2005 Subway 500
- Date: October 23, 2005
- Official name: 57th Annual Subway 500
- Location: Martinsville, Virginia, Martinsville Speedway
- Course: Permanent racing facility
- Course length: 0.526 miles (0.847 km)
- Distance: 500 laps, 263 mi (423.257 km)
- Average speed: 69.695 miles per hour (112.163 km/h)
- Attendance: 72,000

Pole position
- Driver: Tony Stewart; / Joe Gibbs Racing
- Time: 19.306

Most laps led
- Driver: Tony Stewart / Joe Gibbs Racing
- Laps: 283

Winner
- No. 24: Jeff Gordon / Hendrick Motorsports

Television in the United States
- Network: NBC
- Announcers: Bill Weber, Benny Parsons, Wally Dallenbach Jr.

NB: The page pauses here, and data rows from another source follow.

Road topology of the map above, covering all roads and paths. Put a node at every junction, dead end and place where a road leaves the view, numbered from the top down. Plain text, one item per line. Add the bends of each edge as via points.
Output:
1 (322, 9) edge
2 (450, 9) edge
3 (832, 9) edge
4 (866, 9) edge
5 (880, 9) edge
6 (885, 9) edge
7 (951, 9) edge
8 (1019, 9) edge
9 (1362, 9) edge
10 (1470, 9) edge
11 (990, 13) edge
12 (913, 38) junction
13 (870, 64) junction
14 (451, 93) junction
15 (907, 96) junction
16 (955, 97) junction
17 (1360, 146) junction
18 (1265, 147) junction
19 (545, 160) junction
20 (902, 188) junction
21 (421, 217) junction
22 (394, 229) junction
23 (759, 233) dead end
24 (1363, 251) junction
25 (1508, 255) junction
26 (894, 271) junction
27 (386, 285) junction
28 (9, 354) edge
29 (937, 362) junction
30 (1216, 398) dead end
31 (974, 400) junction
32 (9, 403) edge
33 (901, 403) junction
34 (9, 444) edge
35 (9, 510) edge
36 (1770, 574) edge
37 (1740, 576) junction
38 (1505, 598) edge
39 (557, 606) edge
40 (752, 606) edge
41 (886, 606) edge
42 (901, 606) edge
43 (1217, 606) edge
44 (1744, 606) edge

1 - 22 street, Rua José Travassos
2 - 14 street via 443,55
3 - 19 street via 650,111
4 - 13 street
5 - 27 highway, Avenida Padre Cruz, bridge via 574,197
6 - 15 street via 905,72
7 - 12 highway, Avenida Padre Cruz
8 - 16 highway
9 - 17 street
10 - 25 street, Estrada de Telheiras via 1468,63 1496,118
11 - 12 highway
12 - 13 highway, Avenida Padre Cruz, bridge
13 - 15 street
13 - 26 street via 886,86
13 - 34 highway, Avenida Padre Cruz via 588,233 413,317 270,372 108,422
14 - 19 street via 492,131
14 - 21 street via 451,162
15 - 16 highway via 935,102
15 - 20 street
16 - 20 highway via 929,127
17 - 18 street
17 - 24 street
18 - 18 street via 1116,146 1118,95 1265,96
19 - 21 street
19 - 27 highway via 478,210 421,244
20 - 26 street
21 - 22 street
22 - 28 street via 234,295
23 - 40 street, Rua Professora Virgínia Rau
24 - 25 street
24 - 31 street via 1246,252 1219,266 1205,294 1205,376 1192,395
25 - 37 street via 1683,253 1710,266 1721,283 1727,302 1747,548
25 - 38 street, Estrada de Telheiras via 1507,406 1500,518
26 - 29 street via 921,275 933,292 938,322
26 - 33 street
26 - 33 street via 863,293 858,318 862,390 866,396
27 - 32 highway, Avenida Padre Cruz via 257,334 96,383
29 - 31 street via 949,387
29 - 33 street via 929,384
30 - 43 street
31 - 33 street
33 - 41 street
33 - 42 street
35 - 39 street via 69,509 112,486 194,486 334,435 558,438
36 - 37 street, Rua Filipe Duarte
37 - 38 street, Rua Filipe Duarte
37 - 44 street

Radio in the United States
- Radio: Motor Racing Network

= 2005 Subway 500 =

The 2005 Subway 500 was the 32nd stock car racing race of the 2005 NASCAR Nextel Cup Series season, the sixth race of the 2005 Chase for the Nextel Cup, and the 57th iteration of the event. The race was held on Sunday, October 23, before a crowd of 72,000 in Martinsville, Virginia at Martinsville Speedway, a 0.526 miles (0.847 km) permanent oval-shaped short track. The race took the scheduled 500 laps to complete. At race's end, Jeff Gordon of Hendrick Motorsports would hold off the field on the final restart with three to go to take his 73rd career NASCAR Nextel Cup Series win and his fourth and final win of the season, completing a Martinsville sweep. To fill out the podium, Tony Stewart of Joe Gibbs Racing and Jimmie Johnson of Hendrick Motorsports would finish second and third, respectively.

== Background ==

The layout of Martinsville Speedway, the venue where the race was held.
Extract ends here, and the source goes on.